Microsoft Agent enables you to easily specify alternatives or optional words for the voice grammar for your application. You enclose alternative words or phrases between parentheses, separated by a vertical bar character. You can define optional words by enclosing them between square bracket characters. You can also nest alternatives or optional words. In addition, you can also use an ellipsis (…) in voice text as a placeholder for any word. However, using ellipses too frequently may make it more difficult for the engine to distinguish between different voice commands. In any case, always make sure that your voice text includes at least one distinctive word for each command that is not optional. Typically, this should match a word or words in the caption text you define that appears in the Commands Window.
Although you can include symbols, punctuation, or abbreviations in your caption text, avoid them in your voice text. Many speech recognition engines cannot handle symbols and abbreviations or may use them to set special input parameters. In addition, spell out numbers. This also ensures more reliable recognition support.
You can also use directive prompts to avoid open-ended input. Directive prompts implicitly reference the choices or explicitly state them, as shown in the following examples:
What do you want? Too general, an open-ended request
Choose a pizza style or ingredient. Good, if choices are visible, but still general
Say "Hawaiian," "Chicago," or "The Works." Better, an explicit directive with specific options
This guides the user toward issuing a valid command. By suggesting the words or phrase, you are more likely to elicit expected wording in return. To avoid unnatural repetitiveness, change the wording or shorten the original for subsequent presentation as the user becomes more experienced with the input style. Directive prompts can also be used in situations where the user fails to issue a command within a prescribed time or fails to provide an expected command. Directive prompts can be provided using speech output, your application interfaces, or both. The key is helping the user know the appropriate choices.

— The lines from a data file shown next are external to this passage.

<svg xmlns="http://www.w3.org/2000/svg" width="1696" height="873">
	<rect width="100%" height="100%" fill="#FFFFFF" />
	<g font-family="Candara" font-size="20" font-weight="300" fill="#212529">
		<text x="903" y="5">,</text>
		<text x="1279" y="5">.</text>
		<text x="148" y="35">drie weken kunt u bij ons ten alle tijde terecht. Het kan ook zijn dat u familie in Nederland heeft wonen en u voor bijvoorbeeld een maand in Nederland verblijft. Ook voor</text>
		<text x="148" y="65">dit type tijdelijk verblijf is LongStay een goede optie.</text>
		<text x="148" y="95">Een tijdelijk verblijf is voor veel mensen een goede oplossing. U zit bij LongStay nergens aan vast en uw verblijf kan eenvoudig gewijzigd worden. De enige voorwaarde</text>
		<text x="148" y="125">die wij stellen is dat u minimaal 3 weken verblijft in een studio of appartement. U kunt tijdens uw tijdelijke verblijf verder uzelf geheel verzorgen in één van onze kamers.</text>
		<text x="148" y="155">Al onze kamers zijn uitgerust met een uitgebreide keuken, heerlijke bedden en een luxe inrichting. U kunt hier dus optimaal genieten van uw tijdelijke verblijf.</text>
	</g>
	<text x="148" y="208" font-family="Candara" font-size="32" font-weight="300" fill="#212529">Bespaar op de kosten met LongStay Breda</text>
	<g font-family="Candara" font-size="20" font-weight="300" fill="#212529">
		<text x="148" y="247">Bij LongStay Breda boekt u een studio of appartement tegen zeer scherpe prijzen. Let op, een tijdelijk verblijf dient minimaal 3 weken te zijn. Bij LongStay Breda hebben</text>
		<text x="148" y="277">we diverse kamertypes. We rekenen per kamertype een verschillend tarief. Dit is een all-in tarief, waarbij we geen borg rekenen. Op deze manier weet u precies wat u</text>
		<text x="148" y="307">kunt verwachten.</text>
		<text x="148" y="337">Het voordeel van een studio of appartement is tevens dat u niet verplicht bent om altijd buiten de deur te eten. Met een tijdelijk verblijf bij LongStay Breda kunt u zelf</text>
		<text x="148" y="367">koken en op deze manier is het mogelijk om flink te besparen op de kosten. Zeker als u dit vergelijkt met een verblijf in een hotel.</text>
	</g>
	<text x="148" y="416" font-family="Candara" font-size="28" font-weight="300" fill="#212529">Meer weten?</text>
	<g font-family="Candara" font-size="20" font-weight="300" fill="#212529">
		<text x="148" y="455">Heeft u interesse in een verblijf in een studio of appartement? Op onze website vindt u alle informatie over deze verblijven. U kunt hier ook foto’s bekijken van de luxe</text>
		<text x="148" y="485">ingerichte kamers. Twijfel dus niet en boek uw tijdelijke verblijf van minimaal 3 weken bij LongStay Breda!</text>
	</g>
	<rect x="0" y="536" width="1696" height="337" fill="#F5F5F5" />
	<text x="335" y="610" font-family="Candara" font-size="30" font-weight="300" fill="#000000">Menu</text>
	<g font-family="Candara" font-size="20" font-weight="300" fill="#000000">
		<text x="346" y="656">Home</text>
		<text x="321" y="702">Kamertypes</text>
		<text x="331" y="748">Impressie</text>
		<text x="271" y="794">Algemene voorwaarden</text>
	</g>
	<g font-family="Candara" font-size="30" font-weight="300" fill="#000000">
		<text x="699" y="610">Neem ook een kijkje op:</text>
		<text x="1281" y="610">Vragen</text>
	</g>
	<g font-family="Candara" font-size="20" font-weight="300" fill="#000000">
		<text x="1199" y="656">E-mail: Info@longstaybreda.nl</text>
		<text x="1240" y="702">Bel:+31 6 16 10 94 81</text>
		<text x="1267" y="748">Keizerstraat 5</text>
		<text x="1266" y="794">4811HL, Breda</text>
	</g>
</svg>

Wording influences the success of a prompt. For example, the prompt, "Would you like to order your pizza?" could generate either a "Yes" or "No" response, but it might also generate an order request. Define prompts to be non-ambiguous or be prepared to accept a larger variety of possible responses. In addition, note the tendency for people to mimic words and constructs they hear. This can often be used to help evoke an appropriate response as in the following example:
User: Show me all messages from Paul.
Character: Do you mean Paul Allen or Paul Maritz?
This is more likely to elicit the full name of one of the parties with the possible prefix of "I mean" or "I meant."
Because Microsoft Agent characters operate within the visual interface of Windows, you can use visual elements to provide directive prompts for speech input. For example, you can have the character gesture at a list of choices and request that the user select one, or display choices in a dialog box or message window. This has two benefits: it explicitly suggests the words you want the user to speak and it provides an alternate way for the user to reply.
You can also use other modes of interaction to subtly suggest to users the appropriate speech grammar, as shown in the following example:
User: (Clicks Hawaiian-style pizza option with the mouse)
Character: Hawaiian-style pizza.
User: (Clicks Extra Cheese option with the mouse)
Character: Add "Extra Cheese."
Another important factor in successful speech input is cueing the user when the engine is ready for input, because many speech engines allow only a single utterance at a time. Microsoft Agent provides support for this in two ways. First, if the sound card supports MIDI, Microsoft Agent generates a brief tone to signal when the speech-input channel is available. Second, the Listening Tip window displays an appropriate text prompt when the character (speech engine) is listening for input. In addition, this tip displays what the engine heard.